Libéria : un « calme relatif » rétabli à Monrovia malgré les « vandales »

1 novembre 2004

Monrovia, où les affrontements à connotation religieuse entre chrétiens et musulmans ont fait 16 morts et près de 200 blessés et où le couvre-feu est maintenu pour une durée indéterminée, a retrouvé un « calme relatif », annonce la Mission de l'ONU au Libéria.

Un « calme relatif a pu être rétabli à Monrovia », la capitale du Libéria (carte), depuis qu'ont éclaté les violences à connotation religieuse vendredi dernier indique aujourd'hui un communiqué de la MINUL, la Mission des Nations Unies au Libéria..

Jacques Paul Klein, Représentant spécial du Secrétaire général et Coordonnateur des opérations de l'ONU dans le pays, a repris la parole à la radio, pour la troisième fois depuis le début des événements, précisant que « la coordination et la communication [de la MINUL] avec le gouvernement, la police nationale libérienne et les chefs religieux s'étaient poursuivies dimanche, afin de mettre fin une fois pour toutes aux pillages et aux incendies criminels ».

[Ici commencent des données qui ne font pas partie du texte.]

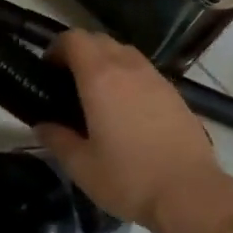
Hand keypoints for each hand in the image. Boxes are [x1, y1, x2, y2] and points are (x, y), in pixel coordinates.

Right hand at [35, 31, 232, 232]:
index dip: (56, 48)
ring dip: (106, 61)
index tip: (48, 71)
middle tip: (68, 83)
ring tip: (98, 94)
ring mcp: (155, 78)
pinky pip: (144, 70)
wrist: (190, 192)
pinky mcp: (174, 93)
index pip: (74, 39)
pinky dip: (128, 77)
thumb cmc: (128, 178)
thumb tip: (42, 125)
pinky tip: (126, 109)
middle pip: (99, 40)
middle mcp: (128, 67)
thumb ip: (57, 139)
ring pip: (124, 52)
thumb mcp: (81, 166)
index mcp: (100, 78)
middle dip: (80, 52)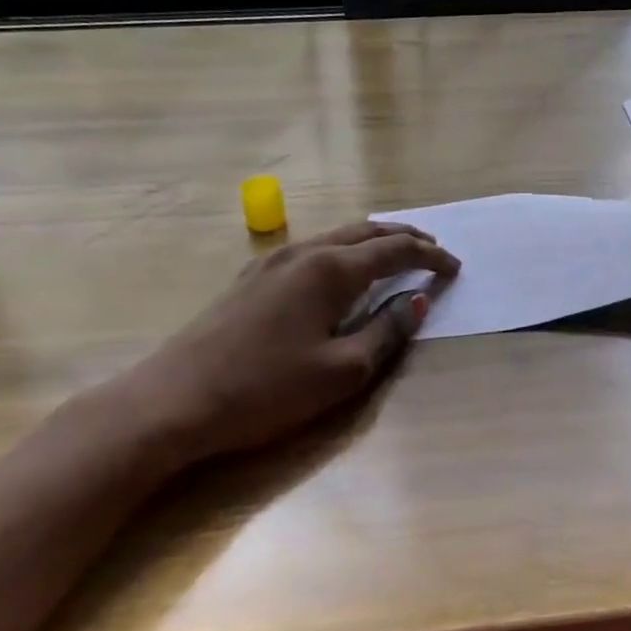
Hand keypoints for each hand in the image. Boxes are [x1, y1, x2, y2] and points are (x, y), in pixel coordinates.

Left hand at [110, 222, 459, 460]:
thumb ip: (386, 331)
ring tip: (396, 253)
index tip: (455, 267)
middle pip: (366, 231)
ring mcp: (273, 261)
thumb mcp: (342, 371)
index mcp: (331, 269)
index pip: (395, 250)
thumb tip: (417, 301)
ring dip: (372, 240)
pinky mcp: (252, 278)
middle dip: (405, 236)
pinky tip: (342, 271)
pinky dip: (343, 251)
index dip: (430, 256)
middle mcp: (305, 251)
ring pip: (337, 236)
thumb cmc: (266, 389)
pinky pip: (313, 249)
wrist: (174, 400)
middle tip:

Cette annonce fait suite à un message relayé aujourd'hui par la MINUL (voir notre dépêche de ce jour), dans lequel le Président de la transition au Libéria, Charles Gyude Bryant, appelait l'ensemble des musulmans et des chrétiens à continuer à pratiquer leurs rites religieux.

« Des patrouilles de police militaire et civile de la MINUL ont réagi aux incidents toute la journée et mis en oeuvre le couvre-feu » instauré par le Président libérien, a déclaré Jacques Klein, qui a précisé que ce dispositif resterait en place de 16 heures à 7 heures du matin « jusqu'à plus ample information », et que les « écoles resteraient fermées ».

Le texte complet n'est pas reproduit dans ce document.